Your task.
Copy each line from the records below in which the word "points" is found.
*** Block opens ***
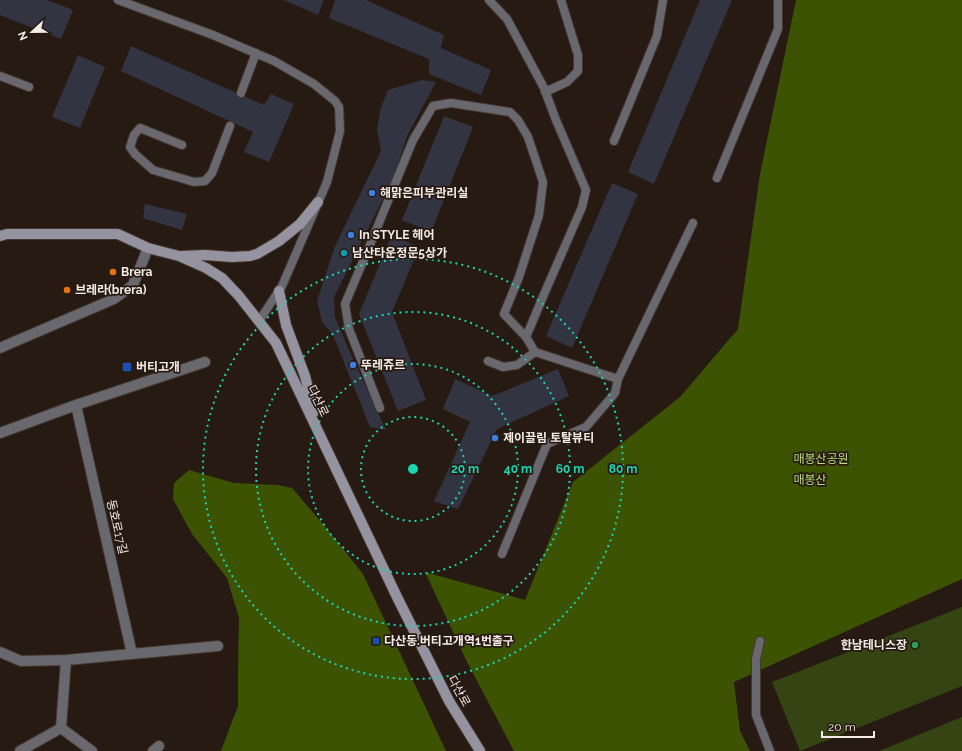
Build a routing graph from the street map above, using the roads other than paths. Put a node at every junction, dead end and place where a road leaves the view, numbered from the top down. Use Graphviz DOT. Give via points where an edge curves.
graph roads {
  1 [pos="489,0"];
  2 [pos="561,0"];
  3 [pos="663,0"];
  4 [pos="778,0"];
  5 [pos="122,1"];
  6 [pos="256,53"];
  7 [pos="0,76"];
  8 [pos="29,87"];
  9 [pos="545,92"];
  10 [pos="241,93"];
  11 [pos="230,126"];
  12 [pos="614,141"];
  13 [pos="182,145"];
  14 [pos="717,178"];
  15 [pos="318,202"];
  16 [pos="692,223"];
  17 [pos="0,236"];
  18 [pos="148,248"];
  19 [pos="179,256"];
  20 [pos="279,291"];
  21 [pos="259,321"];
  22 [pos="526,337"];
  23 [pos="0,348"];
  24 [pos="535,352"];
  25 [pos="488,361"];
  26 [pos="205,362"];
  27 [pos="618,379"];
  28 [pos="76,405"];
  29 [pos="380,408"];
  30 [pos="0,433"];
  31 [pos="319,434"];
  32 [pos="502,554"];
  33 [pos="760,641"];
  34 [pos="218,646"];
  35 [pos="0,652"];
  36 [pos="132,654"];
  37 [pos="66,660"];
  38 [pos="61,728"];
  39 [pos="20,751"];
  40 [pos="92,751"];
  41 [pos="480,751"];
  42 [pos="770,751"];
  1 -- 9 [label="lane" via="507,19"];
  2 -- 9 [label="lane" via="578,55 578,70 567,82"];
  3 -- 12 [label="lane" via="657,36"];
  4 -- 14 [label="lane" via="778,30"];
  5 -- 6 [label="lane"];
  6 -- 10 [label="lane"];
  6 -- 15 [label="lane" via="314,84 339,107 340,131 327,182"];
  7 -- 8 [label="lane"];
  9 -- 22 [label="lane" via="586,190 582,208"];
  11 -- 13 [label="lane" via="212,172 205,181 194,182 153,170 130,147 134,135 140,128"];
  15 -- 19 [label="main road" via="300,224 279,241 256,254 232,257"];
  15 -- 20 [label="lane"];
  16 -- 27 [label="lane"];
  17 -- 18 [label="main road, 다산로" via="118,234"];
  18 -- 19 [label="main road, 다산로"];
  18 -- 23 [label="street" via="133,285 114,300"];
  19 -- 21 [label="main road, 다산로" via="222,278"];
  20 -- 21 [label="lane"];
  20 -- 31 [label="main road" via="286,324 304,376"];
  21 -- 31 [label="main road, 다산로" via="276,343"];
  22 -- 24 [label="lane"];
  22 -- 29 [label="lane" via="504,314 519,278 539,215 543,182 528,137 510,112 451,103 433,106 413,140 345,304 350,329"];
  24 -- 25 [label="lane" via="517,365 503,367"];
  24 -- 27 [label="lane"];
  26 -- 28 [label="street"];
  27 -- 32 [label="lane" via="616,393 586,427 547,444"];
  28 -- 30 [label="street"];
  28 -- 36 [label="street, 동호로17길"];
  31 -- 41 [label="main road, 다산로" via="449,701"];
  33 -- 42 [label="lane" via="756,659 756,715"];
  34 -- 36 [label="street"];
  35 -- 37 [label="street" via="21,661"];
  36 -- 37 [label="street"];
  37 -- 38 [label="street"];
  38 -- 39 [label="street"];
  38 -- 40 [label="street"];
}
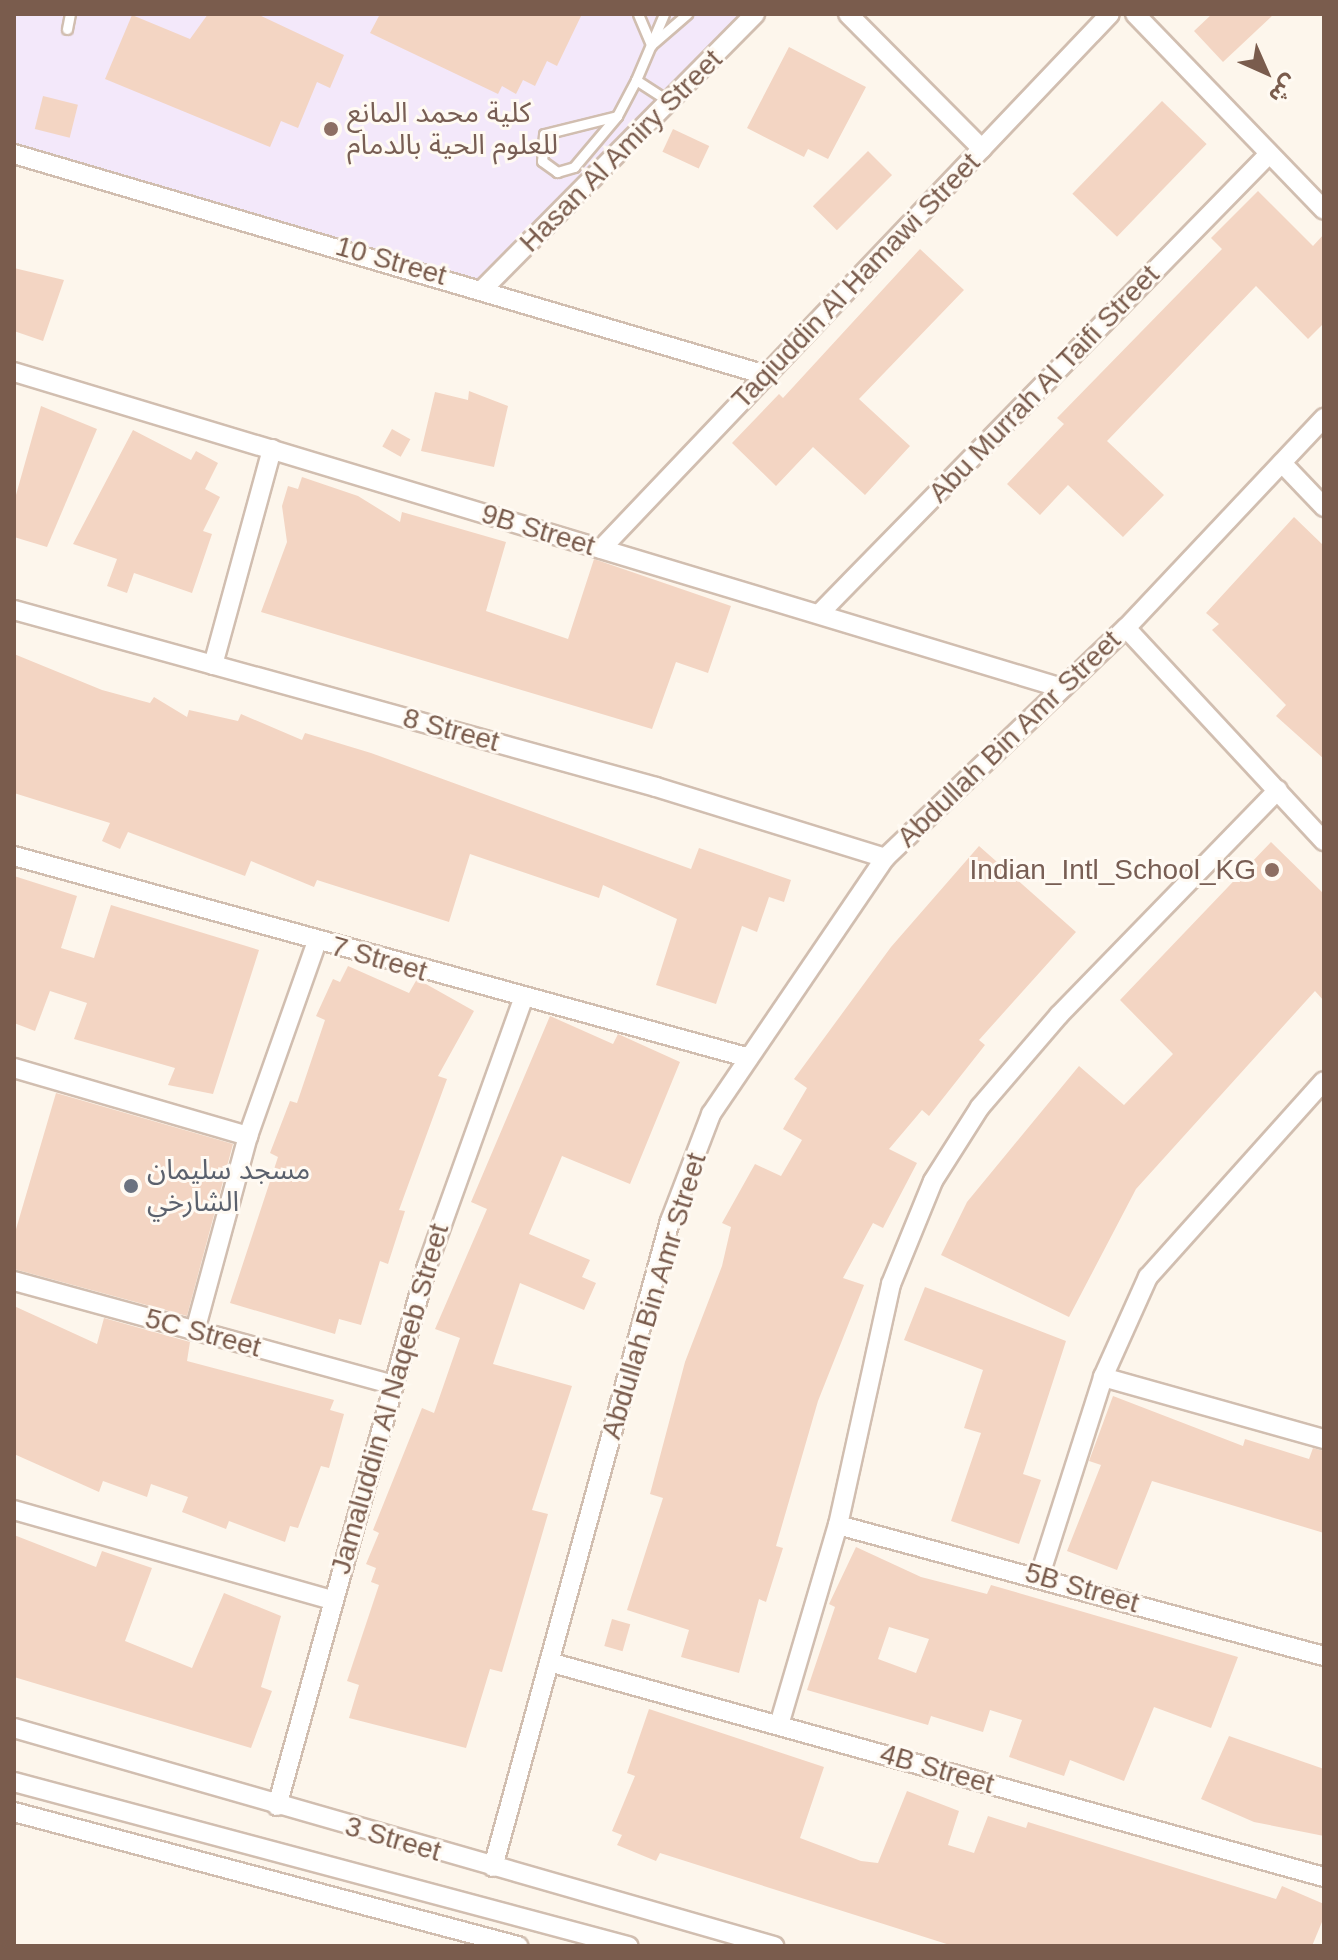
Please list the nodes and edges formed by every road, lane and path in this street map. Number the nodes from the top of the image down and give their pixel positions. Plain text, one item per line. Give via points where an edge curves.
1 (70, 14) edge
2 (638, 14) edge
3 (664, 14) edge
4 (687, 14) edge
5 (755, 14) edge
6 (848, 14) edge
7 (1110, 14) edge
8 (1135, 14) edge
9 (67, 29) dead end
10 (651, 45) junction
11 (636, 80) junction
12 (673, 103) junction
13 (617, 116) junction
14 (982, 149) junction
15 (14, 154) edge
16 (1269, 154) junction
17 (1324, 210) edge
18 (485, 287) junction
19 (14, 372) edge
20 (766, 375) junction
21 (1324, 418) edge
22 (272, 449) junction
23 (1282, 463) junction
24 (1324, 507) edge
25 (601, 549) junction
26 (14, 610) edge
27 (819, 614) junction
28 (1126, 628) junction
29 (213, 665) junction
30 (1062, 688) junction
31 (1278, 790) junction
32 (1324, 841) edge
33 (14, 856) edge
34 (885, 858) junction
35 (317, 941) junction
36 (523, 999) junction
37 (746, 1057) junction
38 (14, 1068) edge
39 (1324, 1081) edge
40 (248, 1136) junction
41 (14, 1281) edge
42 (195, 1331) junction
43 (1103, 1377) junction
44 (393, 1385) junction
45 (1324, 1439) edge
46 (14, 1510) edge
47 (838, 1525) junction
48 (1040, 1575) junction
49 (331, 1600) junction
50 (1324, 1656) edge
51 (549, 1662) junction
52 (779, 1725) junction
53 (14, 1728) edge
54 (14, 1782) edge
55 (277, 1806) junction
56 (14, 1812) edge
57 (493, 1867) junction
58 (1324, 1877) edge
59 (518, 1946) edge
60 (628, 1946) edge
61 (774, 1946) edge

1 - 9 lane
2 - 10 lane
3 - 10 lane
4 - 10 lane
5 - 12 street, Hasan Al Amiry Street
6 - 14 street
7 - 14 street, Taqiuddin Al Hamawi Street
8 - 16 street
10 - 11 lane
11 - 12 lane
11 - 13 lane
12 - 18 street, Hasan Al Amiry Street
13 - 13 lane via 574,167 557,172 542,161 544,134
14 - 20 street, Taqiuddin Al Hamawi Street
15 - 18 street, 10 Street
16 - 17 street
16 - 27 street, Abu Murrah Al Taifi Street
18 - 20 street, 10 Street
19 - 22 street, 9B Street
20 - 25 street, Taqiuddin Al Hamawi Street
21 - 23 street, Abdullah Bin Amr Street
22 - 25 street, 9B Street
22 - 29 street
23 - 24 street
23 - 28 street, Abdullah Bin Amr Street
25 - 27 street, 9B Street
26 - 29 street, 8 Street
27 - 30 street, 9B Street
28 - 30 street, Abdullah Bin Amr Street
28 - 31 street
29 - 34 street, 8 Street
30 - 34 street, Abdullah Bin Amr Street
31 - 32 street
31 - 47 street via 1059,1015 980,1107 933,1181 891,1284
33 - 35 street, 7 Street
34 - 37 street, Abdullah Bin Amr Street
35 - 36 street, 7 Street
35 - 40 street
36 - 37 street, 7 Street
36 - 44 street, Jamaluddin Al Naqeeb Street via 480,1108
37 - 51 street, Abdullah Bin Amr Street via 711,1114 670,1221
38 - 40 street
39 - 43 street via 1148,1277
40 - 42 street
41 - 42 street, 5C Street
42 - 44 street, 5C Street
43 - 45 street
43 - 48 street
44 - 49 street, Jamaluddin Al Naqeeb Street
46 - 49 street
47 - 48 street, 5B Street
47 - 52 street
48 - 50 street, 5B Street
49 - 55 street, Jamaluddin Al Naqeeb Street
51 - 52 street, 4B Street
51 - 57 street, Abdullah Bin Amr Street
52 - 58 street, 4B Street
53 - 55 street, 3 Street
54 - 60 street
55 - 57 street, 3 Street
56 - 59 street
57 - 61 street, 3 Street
*** Block closes ***
Solution.
Build a routing graph from the street map above, using the roads other than paths. Put a node at every junction, dead end and place where a road leaves the view, numbered from the top down. Use Graphviz DOT. Give via points where an edge curves.
Please list the nodes and edges formed by every road, lane and path in this street map. Number the nodes from the top of the image down and give their pixel positions. Plain text, one item per line. Give via points where an edge curves.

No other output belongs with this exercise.